Konkrete Änderungen im Kirchenbezirk Besigheim

Sechs evangelische
Kindergärten gibt es im Kirchenbezirk Besigheim und diese sollen zum 1. Januar 2024 in eine neue Trägerschaft übergehen, die der Kirchenbezirk Besigheim übernimmt. Das Kinderhaus Arche in Kirchheim ist davon ausgeklammert (die BZ berichtete). Pfarrdienst und Ehrenamtliche sollen so von Verwaltungsaufgaben entlastet werden. Derzeit gibt es Gespräche, ob die evangelische Gesamtkirchengemeinde Ludwigsburg die Geschäfte der Kindertageseinrichtungen übernehmen wird.

Die diakonische Arbeit des Kirchenbezirks liegt in den Händen von Erligheims Pfarrerin Margarethe Döbler. Mit der Anlaufstelle für Flüchtlinge in der Friedenskirche in Ludwigsburg wurde Kirchenbezirks-übergreifend ein Beratungszentrum geschaffen.

Im Pfarrplan 2030 ist das Verwaltungsmodernisierungsgesetz festgeschrieben. Durch dieses wird es das Wahlamt der Kirchenpfleger und Kirchenpflegerinnen in den einzelnen Gemeinden nicht mehr geben. Durch das Gesetz ist die Verwaltungsstelle seit 1. Januar 2023 zur Regionalverwaltung geworden. Diese wird in Außenstellen aufgeteilt, Besigheim wird ein Standort. Zukünftig sollen komplexe Verwaltungsaufgaben dort erledigt werden, um die Gemeinden zu entlasten. Das betrifft das Haushaltswesen, das Finanzwesen, die Personalverwaltung, das Buchungswesen, die Umstellung auf Doppik, Bausachen. Verwaltungsangestellte in den Gemeinden werden übernommen, die Zentrale sogar aufgestockt. Angestellt sind die Mitarbeiter und Mitarbeiterinnen dann bei der Landeskirche. Die Personalhoheit, so sagt Dekan Feucht, bleibe aber in den Gemeinden, genauso wie die letztendliche Entscheidung über Bausachen. Es sollen, so Feucht, „fließende Entscheidungen mit den Gemeinden“ getroffen werden, aber keinesfalls von oben bestimmt werden, sondern zu einer Entlastung von Pfarrern, Mitarbeitern und Ehrenamtlichen beitragen,.

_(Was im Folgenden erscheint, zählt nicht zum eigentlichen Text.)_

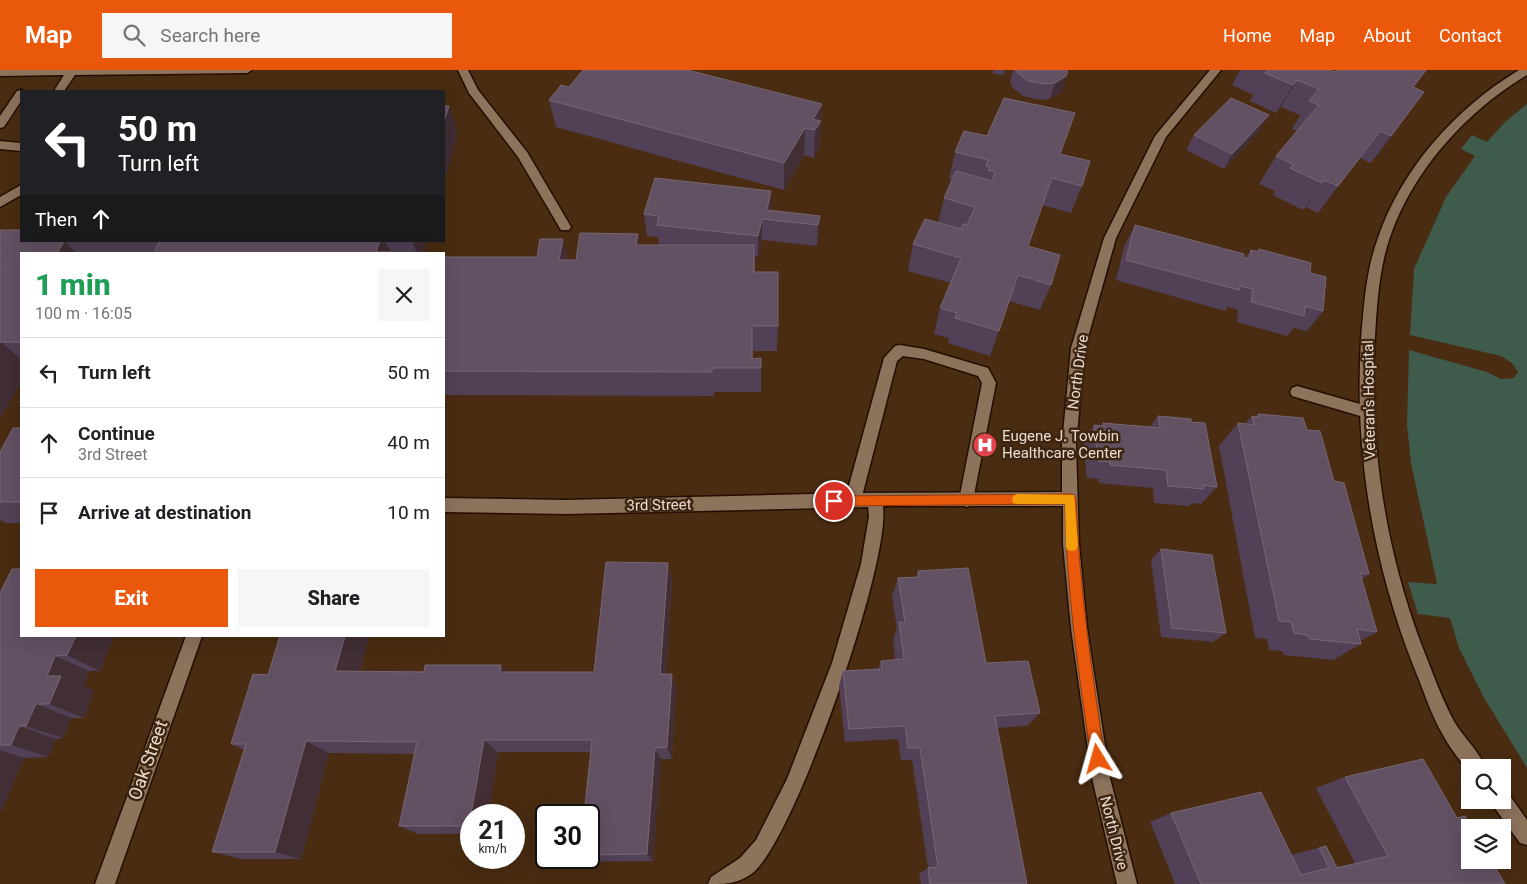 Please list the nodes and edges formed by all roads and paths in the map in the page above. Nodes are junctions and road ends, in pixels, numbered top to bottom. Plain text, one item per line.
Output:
1 (247, 70) edge
2 (464, 70) edge
3 (1216, 70) edge
4 (1527, 70) edge
5 (36, 72) edge
6 (72, 72) edge
7 (0, 73) edge
8 (23, 90) edge
9 (60, 90) edge
10 (20, 95) edge
11 (0, 124) edge
12 (0, 145) edge
13 (20, 147) edge
14 (20, 190) edge
15 (0, 203) edge
16 (565, 228) dead end
17 (1297, 392) dead end
18 (1367, 412) junction
19 (1070, 499) junction
20 (853, 500) junction
21 (875, 500) junction
22 (967, 500) junction
23 (445, 504) edge
24 (194, 637) edge
25 (1471, 759) edge
26 (1508, 809) edge
27 (1527, 836) edge
28 (105, 884) edge
29 (718, 884) edge
30 (1127, 884) edge

1 - 6 street
2 - 16 street
3 - 19 street, North Drive
4 - 18 street, Veteran's Hospital
5 - 6 street
5 - 7 street
5 - 8 street
6 - 9 street
10 - 11 street
12 - 13 street
14 - 15 street
17 - 18 street
18 - 25 street, Veteran's Hospital
19 - 22 street, 3rd Street
19 - 30 street, North Drive
20 - 21 street, 3rd Street
20 - 22 street
20 - 23 street, 3rd Street
21 - 22 street, 3rd Street
21 - 29 street
24 - 28 street, Oak Street
26 - 27 street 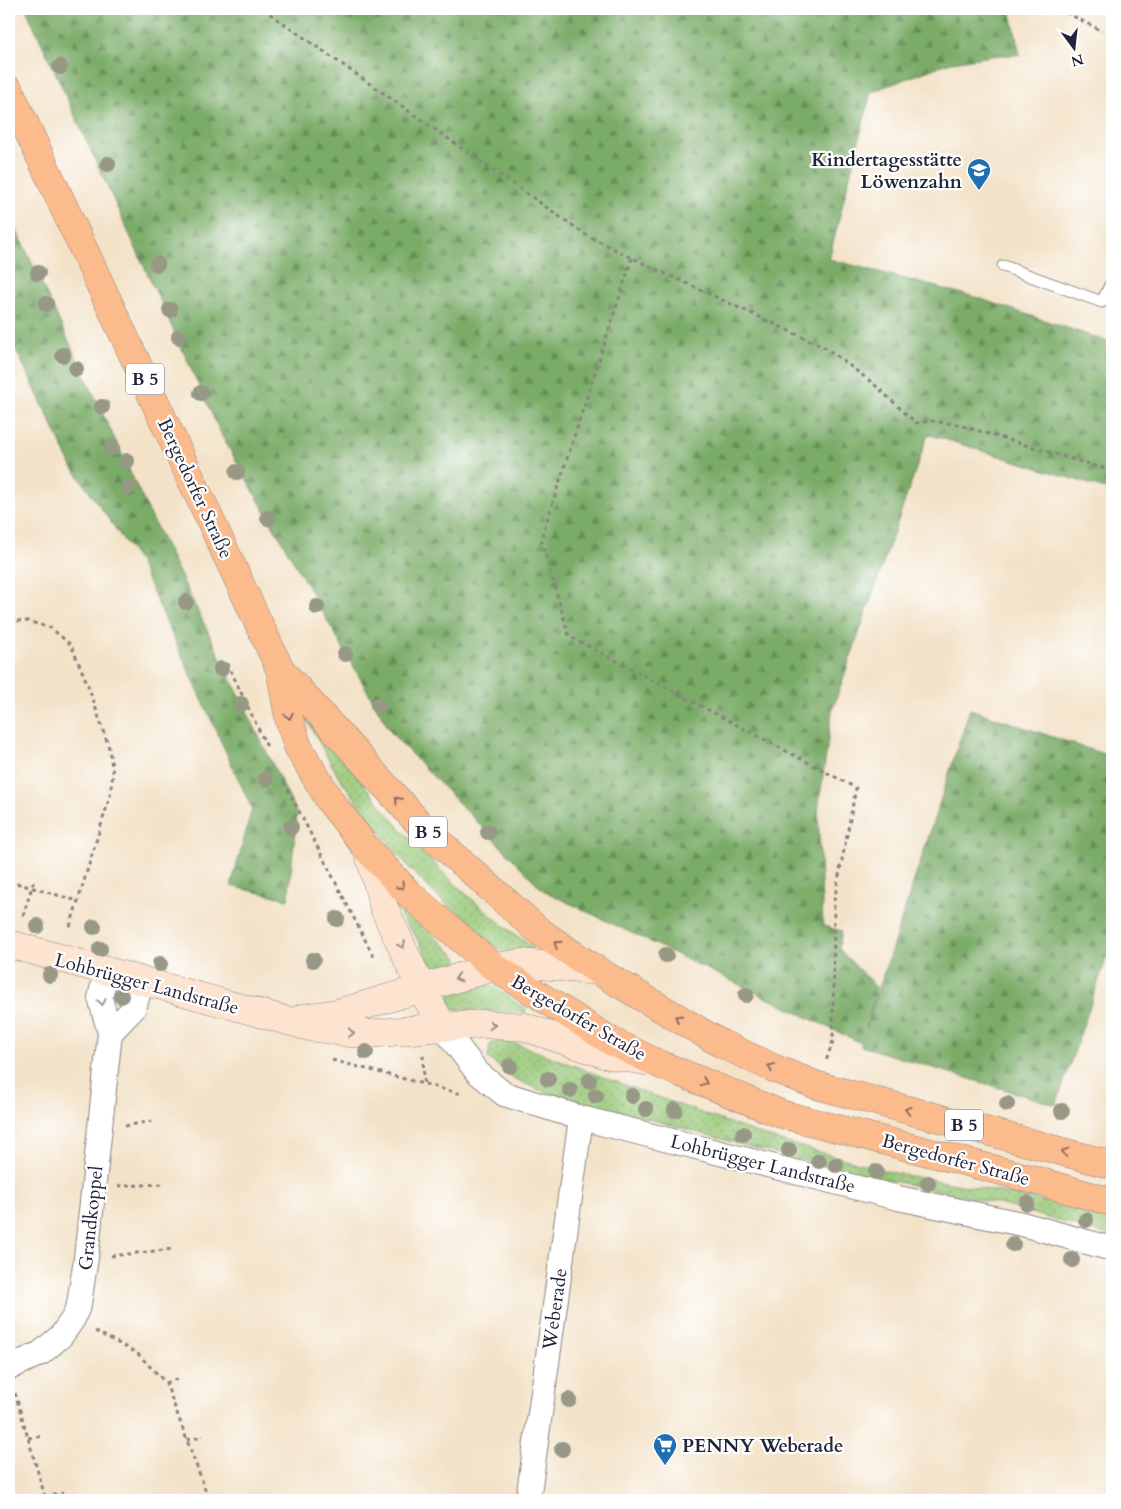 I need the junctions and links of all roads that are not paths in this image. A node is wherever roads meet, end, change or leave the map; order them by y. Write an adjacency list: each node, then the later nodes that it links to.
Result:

Weitere überregional übernommene Tätigkeiten sind die diakonische Arbeit, die Bildungsarbeit durch das Kreisbildungswerk, das Hospiz Bietigheim-Bissingen und die Klinikseelsorge. Diakon Philipp Rauen verantwortet im Kirchenbezirk das Projekt „Vernetzt denken – gemeinsam gestalten, worin Gemeinwesen und Familienarbeit die Schwerpunkte waren.